Return every line from the records below in which the word "Sebastián" is found.

————

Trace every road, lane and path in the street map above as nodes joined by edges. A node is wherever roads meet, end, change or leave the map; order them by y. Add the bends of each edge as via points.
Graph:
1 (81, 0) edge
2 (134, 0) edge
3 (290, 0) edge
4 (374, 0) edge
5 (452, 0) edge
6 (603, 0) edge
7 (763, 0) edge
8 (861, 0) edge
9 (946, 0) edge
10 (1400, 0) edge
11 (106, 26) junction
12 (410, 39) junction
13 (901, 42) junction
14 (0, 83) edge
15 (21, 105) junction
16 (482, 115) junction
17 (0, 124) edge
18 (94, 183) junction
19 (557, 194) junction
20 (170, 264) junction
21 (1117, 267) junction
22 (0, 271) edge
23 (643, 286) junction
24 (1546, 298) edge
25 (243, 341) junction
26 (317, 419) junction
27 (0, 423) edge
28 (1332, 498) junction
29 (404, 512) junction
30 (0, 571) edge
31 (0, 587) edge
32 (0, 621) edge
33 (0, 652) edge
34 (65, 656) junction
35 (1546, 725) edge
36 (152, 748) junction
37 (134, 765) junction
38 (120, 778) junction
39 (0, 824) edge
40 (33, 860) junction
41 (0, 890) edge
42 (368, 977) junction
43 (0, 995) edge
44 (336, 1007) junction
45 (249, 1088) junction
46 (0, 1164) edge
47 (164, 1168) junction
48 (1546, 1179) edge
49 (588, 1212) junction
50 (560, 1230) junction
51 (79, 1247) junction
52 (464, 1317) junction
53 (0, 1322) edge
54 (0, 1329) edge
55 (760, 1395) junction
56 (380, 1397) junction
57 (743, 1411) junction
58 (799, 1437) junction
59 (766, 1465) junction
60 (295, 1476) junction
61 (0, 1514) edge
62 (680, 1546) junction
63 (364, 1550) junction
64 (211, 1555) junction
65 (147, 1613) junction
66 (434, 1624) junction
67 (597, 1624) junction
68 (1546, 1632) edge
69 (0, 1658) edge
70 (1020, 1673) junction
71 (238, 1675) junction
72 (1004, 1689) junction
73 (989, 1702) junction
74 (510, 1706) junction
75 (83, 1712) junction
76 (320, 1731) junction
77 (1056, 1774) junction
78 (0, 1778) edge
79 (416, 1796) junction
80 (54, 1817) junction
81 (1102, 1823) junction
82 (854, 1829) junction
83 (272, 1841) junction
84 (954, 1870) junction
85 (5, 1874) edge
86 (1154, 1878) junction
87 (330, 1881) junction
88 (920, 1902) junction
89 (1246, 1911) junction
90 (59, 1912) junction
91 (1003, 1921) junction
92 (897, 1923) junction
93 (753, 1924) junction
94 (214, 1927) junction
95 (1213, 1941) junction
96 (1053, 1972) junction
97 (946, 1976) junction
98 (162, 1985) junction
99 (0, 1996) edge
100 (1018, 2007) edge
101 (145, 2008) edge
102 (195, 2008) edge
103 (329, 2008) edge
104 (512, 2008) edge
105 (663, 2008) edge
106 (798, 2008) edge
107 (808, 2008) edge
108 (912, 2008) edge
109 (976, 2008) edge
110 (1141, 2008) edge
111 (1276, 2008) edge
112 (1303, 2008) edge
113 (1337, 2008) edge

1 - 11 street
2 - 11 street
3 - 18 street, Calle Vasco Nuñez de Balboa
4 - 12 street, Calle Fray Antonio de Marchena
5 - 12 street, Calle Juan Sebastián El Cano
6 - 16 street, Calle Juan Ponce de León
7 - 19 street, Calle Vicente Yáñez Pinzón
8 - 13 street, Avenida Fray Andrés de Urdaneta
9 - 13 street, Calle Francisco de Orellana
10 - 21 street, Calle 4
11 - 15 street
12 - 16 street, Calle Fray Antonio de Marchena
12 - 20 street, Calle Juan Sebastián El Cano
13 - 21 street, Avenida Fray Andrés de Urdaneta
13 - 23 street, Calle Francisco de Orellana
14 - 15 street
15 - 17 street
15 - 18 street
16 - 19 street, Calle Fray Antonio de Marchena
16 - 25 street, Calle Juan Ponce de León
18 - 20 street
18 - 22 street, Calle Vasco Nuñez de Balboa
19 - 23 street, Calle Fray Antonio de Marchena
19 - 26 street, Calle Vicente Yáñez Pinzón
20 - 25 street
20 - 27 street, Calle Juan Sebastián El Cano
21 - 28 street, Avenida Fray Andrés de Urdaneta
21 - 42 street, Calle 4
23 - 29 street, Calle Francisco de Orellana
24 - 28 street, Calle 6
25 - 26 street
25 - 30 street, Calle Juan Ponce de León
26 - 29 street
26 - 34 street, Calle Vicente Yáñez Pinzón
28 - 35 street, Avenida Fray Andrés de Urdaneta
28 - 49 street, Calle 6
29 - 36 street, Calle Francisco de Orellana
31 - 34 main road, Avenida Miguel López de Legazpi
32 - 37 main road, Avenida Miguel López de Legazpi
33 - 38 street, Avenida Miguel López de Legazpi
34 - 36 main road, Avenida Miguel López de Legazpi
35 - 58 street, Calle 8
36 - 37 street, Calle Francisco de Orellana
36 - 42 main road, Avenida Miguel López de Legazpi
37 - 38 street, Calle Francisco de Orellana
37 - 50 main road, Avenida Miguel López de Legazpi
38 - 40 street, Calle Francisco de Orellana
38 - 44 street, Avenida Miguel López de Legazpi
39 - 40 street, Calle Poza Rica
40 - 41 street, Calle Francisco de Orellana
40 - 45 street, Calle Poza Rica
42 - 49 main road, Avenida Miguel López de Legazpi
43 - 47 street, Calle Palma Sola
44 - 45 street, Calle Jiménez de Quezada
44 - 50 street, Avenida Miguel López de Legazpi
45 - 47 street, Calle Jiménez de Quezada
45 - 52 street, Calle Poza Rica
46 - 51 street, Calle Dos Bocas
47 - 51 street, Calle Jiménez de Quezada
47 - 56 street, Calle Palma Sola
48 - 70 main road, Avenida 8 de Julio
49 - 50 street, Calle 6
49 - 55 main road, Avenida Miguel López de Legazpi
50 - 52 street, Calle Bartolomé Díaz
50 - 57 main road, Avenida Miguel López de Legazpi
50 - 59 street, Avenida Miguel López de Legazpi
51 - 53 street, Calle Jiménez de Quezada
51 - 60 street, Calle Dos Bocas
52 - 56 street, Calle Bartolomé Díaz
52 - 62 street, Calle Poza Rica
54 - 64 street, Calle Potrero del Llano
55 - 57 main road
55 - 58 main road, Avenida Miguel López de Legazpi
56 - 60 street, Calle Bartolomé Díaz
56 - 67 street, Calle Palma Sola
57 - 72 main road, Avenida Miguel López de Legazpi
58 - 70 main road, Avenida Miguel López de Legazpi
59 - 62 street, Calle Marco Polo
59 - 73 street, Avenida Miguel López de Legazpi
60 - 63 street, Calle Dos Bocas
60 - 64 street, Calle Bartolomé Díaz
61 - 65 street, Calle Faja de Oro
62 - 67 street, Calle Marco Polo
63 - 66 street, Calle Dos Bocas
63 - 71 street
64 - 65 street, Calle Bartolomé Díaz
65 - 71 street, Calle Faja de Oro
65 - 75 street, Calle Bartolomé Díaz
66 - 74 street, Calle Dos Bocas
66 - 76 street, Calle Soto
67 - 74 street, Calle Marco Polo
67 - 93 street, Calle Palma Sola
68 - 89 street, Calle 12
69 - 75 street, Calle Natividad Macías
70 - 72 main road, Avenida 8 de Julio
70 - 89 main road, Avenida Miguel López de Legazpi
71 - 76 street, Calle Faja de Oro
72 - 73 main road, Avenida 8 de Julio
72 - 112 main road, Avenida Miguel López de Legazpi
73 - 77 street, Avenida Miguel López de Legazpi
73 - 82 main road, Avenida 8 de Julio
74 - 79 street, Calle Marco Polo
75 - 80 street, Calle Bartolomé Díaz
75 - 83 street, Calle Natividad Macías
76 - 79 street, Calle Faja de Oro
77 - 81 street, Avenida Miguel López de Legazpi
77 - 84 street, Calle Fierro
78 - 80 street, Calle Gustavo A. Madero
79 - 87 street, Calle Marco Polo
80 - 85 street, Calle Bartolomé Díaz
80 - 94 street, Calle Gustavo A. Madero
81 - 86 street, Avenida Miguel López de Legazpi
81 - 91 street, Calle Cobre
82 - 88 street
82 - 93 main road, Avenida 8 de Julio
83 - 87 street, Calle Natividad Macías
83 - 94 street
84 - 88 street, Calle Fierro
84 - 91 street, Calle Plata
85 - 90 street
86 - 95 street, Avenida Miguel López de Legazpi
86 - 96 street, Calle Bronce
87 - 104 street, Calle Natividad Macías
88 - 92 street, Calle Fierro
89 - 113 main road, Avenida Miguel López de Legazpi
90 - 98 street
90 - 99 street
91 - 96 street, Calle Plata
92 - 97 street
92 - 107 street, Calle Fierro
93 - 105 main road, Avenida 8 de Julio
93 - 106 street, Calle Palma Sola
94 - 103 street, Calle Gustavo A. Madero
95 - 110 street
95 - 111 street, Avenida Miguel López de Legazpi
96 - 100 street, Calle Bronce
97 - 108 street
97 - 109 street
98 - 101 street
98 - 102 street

————

- **REPLY TO THE EXERCISE**
5 - 12 street, Calle Juan Sebastián El Cano
12 - 20 street, Calle Juan Sebastián El Cano
20 - 27 street, Calle Juan Sebastián El Cano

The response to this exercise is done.